266. La Cour a également conclu, en réponse à la première partie de la question b), que la présence continue d’Israël dans le Territoire palestinien occupé était illicite. Elle examinera donc les conséquences juridiques qui découlent des politiques et pratiques d’Israël visées dans la question a), ainsi que, aux fins de la question b), celles qui découlent de l’illicéité de la présence continue d’Israël dans le Territoire palestinien occupé, pour Israël, pour les autres États et pour l’Organisation des Nations Unies.
A. Conséquences juridiques pour Israël
267. S’agissant de sa conclusion selon laquelle la présence continue d’Israël dans le Territoire palestinien occupé est illicite, la Cour considère que cette présence constitue un fait illicite qui engage la responsabilité internationale de cet État. Il s’agit d’un fait illicite à caractère continu qui a été causé par les violations de l’interdiction de l’acquisition de territoire par la force et du droit à l’autodétermination du peuple palestinien qu’Israël a commises par ses politiques et pratiques. En conséquence, ce dernier a l’obligation de mettre fin à sa présence dans le Territoire palestinien occupé dans les plus brefs délais. Ainsi que la Cour l’a précisé dans son avis consultatif sur le Mur, l’obligation d’un État responsable d’un fait internationalement illicite de mettre fin à celui-ci est bien établie en droit international général, et la Cour en a plusieurs fois confirmé l’existence (Effets juridiques de la séparation de l’archipel des Chagos de Maurice en 1965, avis consultatif, C.I.J. Recueil 2019 (I), p. 139, par. 178 ; Conséquences juridiques de l’édification d’un mur dans le territoire palestinien occupé, avis consultatif, C.I.J. Recueil 2004 (I), p. 197, par. 150).

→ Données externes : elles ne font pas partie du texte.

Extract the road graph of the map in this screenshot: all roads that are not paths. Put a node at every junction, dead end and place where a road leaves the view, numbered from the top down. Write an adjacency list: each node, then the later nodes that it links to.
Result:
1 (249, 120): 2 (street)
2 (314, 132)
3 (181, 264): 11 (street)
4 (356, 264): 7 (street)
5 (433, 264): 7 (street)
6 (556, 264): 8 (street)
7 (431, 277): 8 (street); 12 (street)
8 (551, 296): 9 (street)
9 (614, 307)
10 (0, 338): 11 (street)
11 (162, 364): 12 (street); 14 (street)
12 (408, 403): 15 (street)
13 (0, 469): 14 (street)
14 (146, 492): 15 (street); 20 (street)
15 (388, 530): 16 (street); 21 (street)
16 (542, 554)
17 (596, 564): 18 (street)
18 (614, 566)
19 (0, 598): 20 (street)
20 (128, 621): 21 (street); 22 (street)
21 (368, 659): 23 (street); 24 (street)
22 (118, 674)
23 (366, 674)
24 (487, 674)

268. La Cour observe en outre que, en ce qui concerne ses politiques et pratiques visées dans la question a), qui ont été jugées illicites, Israël est dans l’obligation de mettre un terme à ces faits illicites. À cet égard, il doit immédiatement cesser toute nouvelle activité de colonisation. Israël est également tenu d’abroger toutes lois et mesures créant ou maintenant la situation illicite, y compris celles qui sont discriminatoires à l’égard du peuple palestinien dans le Territoire palestinien occupé, ainsi que toutes mesures destinées à modifier la composition démographique de quelque partie de ce territoire.
269. Israël a également l’obligation de réparer intégralement les dommages causés par ses faits internationalement illicites à toutes les personnes physiques ou morales concernées (voir Conséquences juridiques de l’édification d’un mur dans le territoire palestinien occupé, avis consultatif, C.I.J. Recueil 2004 (I), p. 198, par. 152). La Cour rappelle le principe essentiel selon lequel « la réparation doit, autant que possible, effacer toutes les conséquences de l’acte illicite et rétablir l’état qui aurait vraisemblablement existé si ledit acte n’avait pas été commis » (Usine de Chorzów, fond, arrêt no 13, 1928, C.P.J.I. série A no 17, p. 47). La réparation comprend la restitution, l’indemnisation ou la satisfaction.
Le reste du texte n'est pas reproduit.